» WHAT THE TASK ASKS:
With pictures excluded, output exactly the lines that run from the first line of the data below through the line containing "pinky tip: (467, 311)".

+++

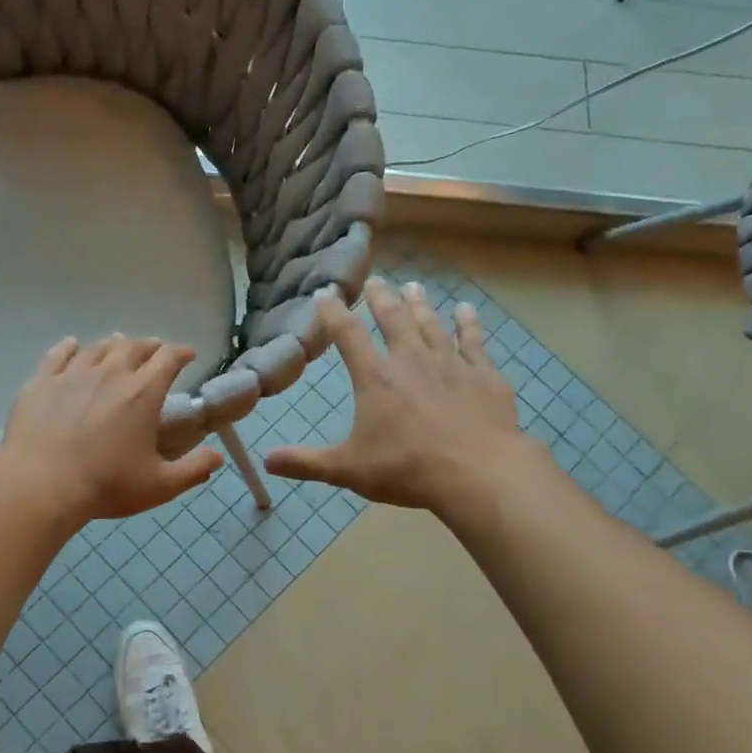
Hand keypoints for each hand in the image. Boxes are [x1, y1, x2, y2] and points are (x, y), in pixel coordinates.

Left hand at [0, 334, 224, 525]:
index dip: (181, 353)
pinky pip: (58, 354)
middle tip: (154, 353)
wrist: (40, 485)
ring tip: (118, 348)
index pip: (168, 358)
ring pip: (98, 347)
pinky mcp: (42, 381)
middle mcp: (110, 373)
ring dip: (113, 345)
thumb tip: (217, 456)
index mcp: (143, 393)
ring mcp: (73, 374)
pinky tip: (72, 345)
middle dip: (149, 346)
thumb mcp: (159, 485)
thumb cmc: (106, 485)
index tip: (188, 355)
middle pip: (134, 346)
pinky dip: (70, 347)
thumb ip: (193, 469)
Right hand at [264, 278, 533, 513]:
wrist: (477, 472)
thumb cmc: (407, 469)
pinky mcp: (484, 376)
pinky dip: (469, 324)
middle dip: (381, 298)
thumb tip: (267, 460)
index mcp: (376, 378)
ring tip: (414, 287)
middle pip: (394, 319)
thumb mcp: (348, 469)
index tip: (325, 294)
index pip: (348, 335)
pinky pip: (474, 341)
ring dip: (420, 305)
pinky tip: (467, 311)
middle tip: (376, 281)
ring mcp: (451, 364)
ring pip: (432, 324)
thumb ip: (307, 462)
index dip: (333, 313)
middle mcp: (411, 360)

+++

» WRITTEN REPLY:
Hand keypoints for each hand in the image. Boxes are [x1, y1, x2, y2] and points are (x, y), in pixel coordinates.

Left hand at [0, 334, 224, 525]:
index dip: (181, 353)
pinky pip: (58, 354)
middle tip: (154, 353)
wrist: (40, 485)
ring tip: (118, 348)
index pip: (168, 358)
ring pip: (98, 347)
pinky mcp: (42, 381)
middle mcp: (110, 373)
ring dip: (113, 345)
thumb tip: (217, 456)
index mcp: (143, 393)
ring mcp: (73, 374)
pinky tip: (72, 345)
middle dip: (149, 346)
thumb mcp: (159, 485)
thumb cmc: (106, 485)
index tip: (188, 355)
middle pip: (134, 346)
pinky dip: (70, 347)
thumb ip: (193, 469)
Right hand at [264, 278, 533, 513]:
wrist: (477, 472)
thumb cmc: (407, 469)
pinky mcp: (484, 376)
pinky dip: (469, 324)
middle dip: (381, 298)
thumb tip: (267, 460)
index mcp: (376, 378)
ring tip: (414, 287)
middle pip: (394, 319)
thumb mcp: (348, 469)
index tip: (325, 294)
index pip: (348, 335)
pinky pip: (474, 341)
ring dip: (420, 305)
pinky tip: (467, 311)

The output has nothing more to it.